Xcode 9, introduced at WWDC 2017 contains a plethora of new features, from it’s new editor to the inclusion of Xcode Server, and even changes to Asset Catalogs that improve image handling and the ability to add color assets. With this new release, Apple has paid a lot of attention to every developer’s favorite pastime: Provisioning.
Last year with Xcode 8, Apple unveiled a revamped provisioning setup that included the ability to automatically sign and manage provisioning profiles, entitlements, and certificates. It did this by collecting all of those signing assets automatically, without any intervention by the user.

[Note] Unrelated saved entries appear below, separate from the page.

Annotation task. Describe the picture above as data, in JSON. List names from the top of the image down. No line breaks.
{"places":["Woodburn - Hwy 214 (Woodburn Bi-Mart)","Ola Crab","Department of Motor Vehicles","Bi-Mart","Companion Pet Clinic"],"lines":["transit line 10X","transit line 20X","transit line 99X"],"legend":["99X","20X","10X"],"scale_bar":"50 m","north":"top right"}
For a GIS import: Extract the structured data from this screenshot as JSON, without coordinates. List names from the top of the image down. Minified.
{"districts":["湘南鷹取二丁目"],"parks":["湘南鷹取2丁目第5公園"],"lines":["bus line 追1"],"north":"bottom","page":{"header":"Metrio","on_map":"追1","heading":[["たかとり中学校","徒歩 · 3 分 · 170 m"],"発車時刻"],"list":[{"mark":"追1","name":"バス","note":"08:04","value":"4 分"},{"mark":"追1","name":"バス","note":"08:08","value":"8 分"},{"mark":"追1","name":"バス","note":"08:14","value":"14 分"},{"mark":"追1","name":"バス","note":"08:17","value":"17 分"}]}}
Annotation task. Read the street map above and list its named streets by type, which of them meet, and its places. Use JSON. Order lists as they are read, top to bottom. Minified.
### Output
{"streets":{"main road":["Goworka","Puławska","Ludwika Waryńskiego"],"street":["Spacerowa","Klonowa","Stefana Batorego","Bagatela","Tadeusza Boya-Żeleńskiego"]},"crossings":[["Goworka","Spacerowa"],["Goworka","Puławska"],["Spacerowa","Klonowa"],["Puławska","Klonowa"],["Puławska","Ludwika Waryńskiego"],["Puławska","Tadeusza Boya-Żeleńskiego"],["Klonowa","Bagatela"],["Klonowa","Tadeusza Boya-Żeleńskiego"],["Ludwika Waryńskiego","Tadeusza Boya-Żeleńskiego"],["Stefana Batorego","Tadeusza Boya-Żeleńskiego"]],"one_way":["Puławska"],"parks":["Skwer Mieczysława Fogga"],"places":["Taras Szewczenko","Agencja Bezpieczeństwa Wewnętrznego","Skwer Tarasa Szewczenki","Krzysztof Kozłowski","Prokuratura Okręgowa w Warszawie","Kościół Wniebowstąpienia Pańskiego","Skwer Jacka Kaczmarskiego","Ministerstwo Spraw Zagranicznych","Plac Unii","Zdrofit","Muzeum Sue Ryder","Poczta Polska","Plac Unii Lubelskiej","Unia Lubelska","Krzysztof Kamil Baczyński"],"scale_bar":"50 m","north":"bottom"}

With Xcode 9, Apple has taken this a step further by building automatic signing into the
xcodebuild CLI tool that powers Xcode, Xcode Server, other Continuous Integration (CI) servers, and custom build scripts that developers may have created. This new change means that
xcodebuild can automatically manage your signing assets by downloading or generating new ones as needed.
This automatic process works fantastically well for small teams and teams that rely on Xcode Server for CI building and testing; however, it can throw a monkey wrench into the mix for more complex projects with multiple CI layers, multiple distribution methods. If you work with multiple team members who might not have developer portal access to the project, then this automatic process will not work either.
Fortunately, in Xcode 9, Apple has revamped the provisioning setup to be more friendly for development teams that need the additional flexibility with their signing flow. In this post, we’ll take a look at these changes, how you can integrate them into your own projects for better manual signing, and how you can use the changes to automatically request missing assets from team members when you are manually signing.
Enforcing Manual provisioning
Apple has introduced a new project-level or target-level setting that you can enable to force the project to target to use manual signing. The new setting is under the “Signing” header and it’s called “Code Sign Style.” This can be toggled to a value of “Automatic” or “Manual.”
Apple does recommend that this value is toggled on and off in the General tab by checking or unchecking the “Automatically manage signing,” but it can also be toggled through a script using the Build Setting value.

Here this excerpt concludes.